Шрифт:
Закладка:
– А ты тогда на что? Воздух переводить? Будет от тебя толк когда-нибудь или нет?
– А от тебя? От тебя какой толк?
– Поговори ещё. Шагом марш в магазин, дармоед. Живёшь тут, так делай, что велено.
– Жил.
– Что?
– Что слышал. Надеюсь, когда в следующий раз свидимся, мне придётся нести цветы на твою могилу.
Хватаю с постели заранее собранную спортивную сумку и иду на выход. Печально, но туда свободно уместилось всё барахло, накопленное за восемнадцать лет. Даже место осталось.
– Чё ты там лопочешь? Мать, ты слышала? У хорька зубы лишние, ― переграждая дорогу, хватают меня за рукав, оттягивая свитер. ― Стой, куда собрался? Я с тобой не закончил.
– А я закончил, ― отпихиваю отца, но агрессии в этом внешне неказистом существе не меньше, чем дерьма. Завязывается даже не потасовка, а жалкое подобие стычки, в которой тот совершает глобальную ошибку ― задевает цепочку на шее, едва не сорвав её.
Обычно я стараюсь хоть сколько-то держаться. В идеале, вообще не находиться дома в это время. Но ванна терпения, кажется, перелилась через край.
Слишком много всего навалилось разом.
Слишком много.
Я просто не вывожу.
Не отдавая себе отчёта, с разворота врезаю ему по виску. Тело мешком оседает на пол, очумело тряся башкой. Мать верещит как ошпаренная, лёжа в постели и вслепую нашаривая костыль. Фонит телек, включённый на новостях. На улице гудит газонокосилка. В залитой солнцем комнате кружит пыль. Воняет табачным дымом. Скачут солнечные зайчики по рванным обоям. Тупой сюр какой-то. Но именно такой я запомню помойку, в которой родился и рос.
Брезгливо бросаю частично оглушённому отцу уже не нужный ключ от своей комнаты и, игнорируя женские визги о том, чтоб я не смел уходить, иначе они вызовут полицию, ухожу. Надеюсь, что навсегда.
* * *
– Чего так долго? ― нетерпеливо осаждаю Мишу, едва замечаю его на горизонте. Того самого тюфяка Мишу, что набивался мне в гиды.
– Так пробки же.
– Пробки у бутылок. Пошли, ― первым ныряю в прохладное нутро спортзала и, минуя лабиринты коридоров, направляясь в дальнюю часть. По пыхтению за спиной очевидно, что следом послушно, пусть и без особого рвения плетутся. Ещё б не плёлся, иначе пендаля дам для ускорения.

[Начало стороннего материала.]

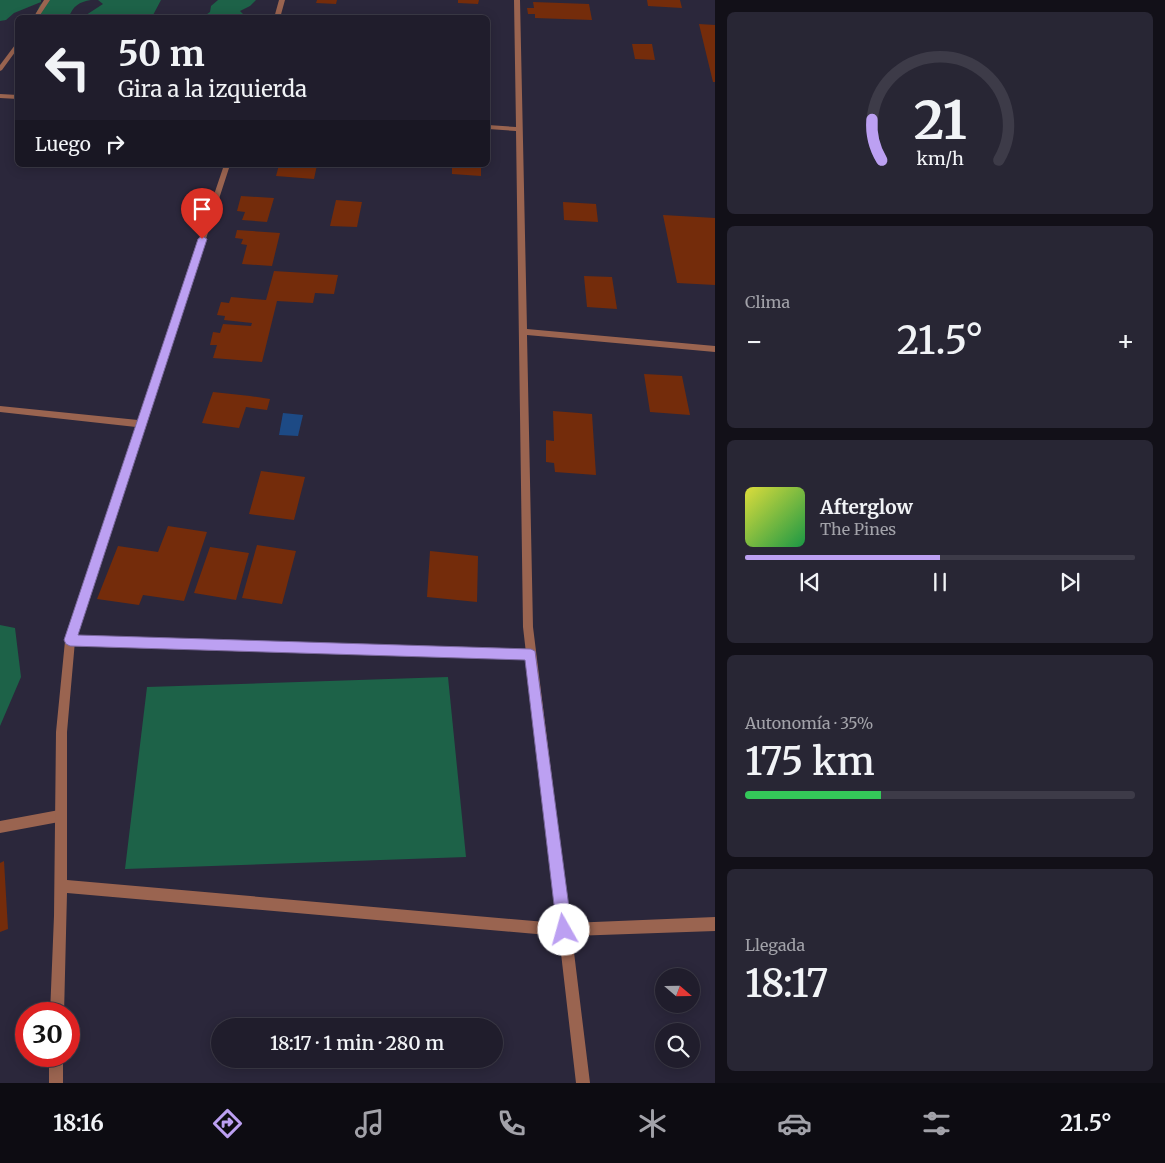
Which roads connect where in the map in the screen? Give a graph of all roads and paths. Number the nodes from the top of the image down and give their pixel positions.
1 (47, 0) edge
2 (282, 0) edge
3 (518, 0) edge
4 (37, 15) edge
5 (278, 15) edge
6 (15, 47) edge
7 (0, 69) edge
8 (0, 96) edge
9 (15, 97) edge
10 (490, 127) edge
11 (520, 129) junction
12 (226, 167) edge
13 (523, 332) junction
14 (715, 349) edge
15 (0, 409) edge
16 (141, 424) junction
17 (70, 640) junction
18 (531, 655) junction
19 (59, 816) junction
20 (0, 827) edge
21 (61, 886) junction
22 (715, 924) edge
23 (564, 930) junction
24 (57, 1002) edge
25 (56, 1067) edge
26 (56, 1083) edge
27 (583, 1083) edge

Особенность здешнего местечка ― здесь всегда кто-нибудь занимается. Утро, день, вечер, выходной, будний день, праздники ― по барабану. В здоровом теле ― здоровый дух, так что тренажёрки вечно заняты. Порой приходится ещё и очереди ждать.
– Дарова, ― обмениваюсь рукопожатием с Егором, другом друга Никитоса, который приходится мужем то ли его тётке, то ли кузине. Я, честно говоря, не особо вникал во всю эту сложную ветку, но Егор ― дядька классный. Бывший профессиональный спортсмен, ныне тренер в не очень крупной, но известной в городе сети спорт-центров. Именно случайная встреча с ним дала мне в своё время хорошую базу ― как в прокачке физформы, так и в закалке характера. ― Привёл шпендика, ― киваю на Миху, приохреневшего от переизбытка вокруг себя потных качков. Как бы не обмочился от страха. ― Не сломается?
Того окидывают профессионально оценивающим взглядом.
– Не сломается. И не таких выхаживали.
– Выхаживали? Зачем меня выхаживать? ― напрягается дрыщ.
– А, да. Ты ж ещё не знаешь, ― подталкиваю его между лопаток, заставляя подойти ближе. ― Знакомься, Мишутка. Твой тренер ― Егор… Эээ, как тебя там по отчеству?
– Да неважно, ― отмахиваются благосклонно.
И то верно, если тебе под полтинник ― это ещё повод заклеймить себя унылыми правилами вежливости.
– Значит, просто Егор, ― киваю, закрепляя результат. ― Отныне он твой отец родной, мать и брат в одном флаконе. А то его личный раб два часа в сутки, три раза в неделю. Делай всё, что он скажет и, глядишь, станешь настоящим мужиком.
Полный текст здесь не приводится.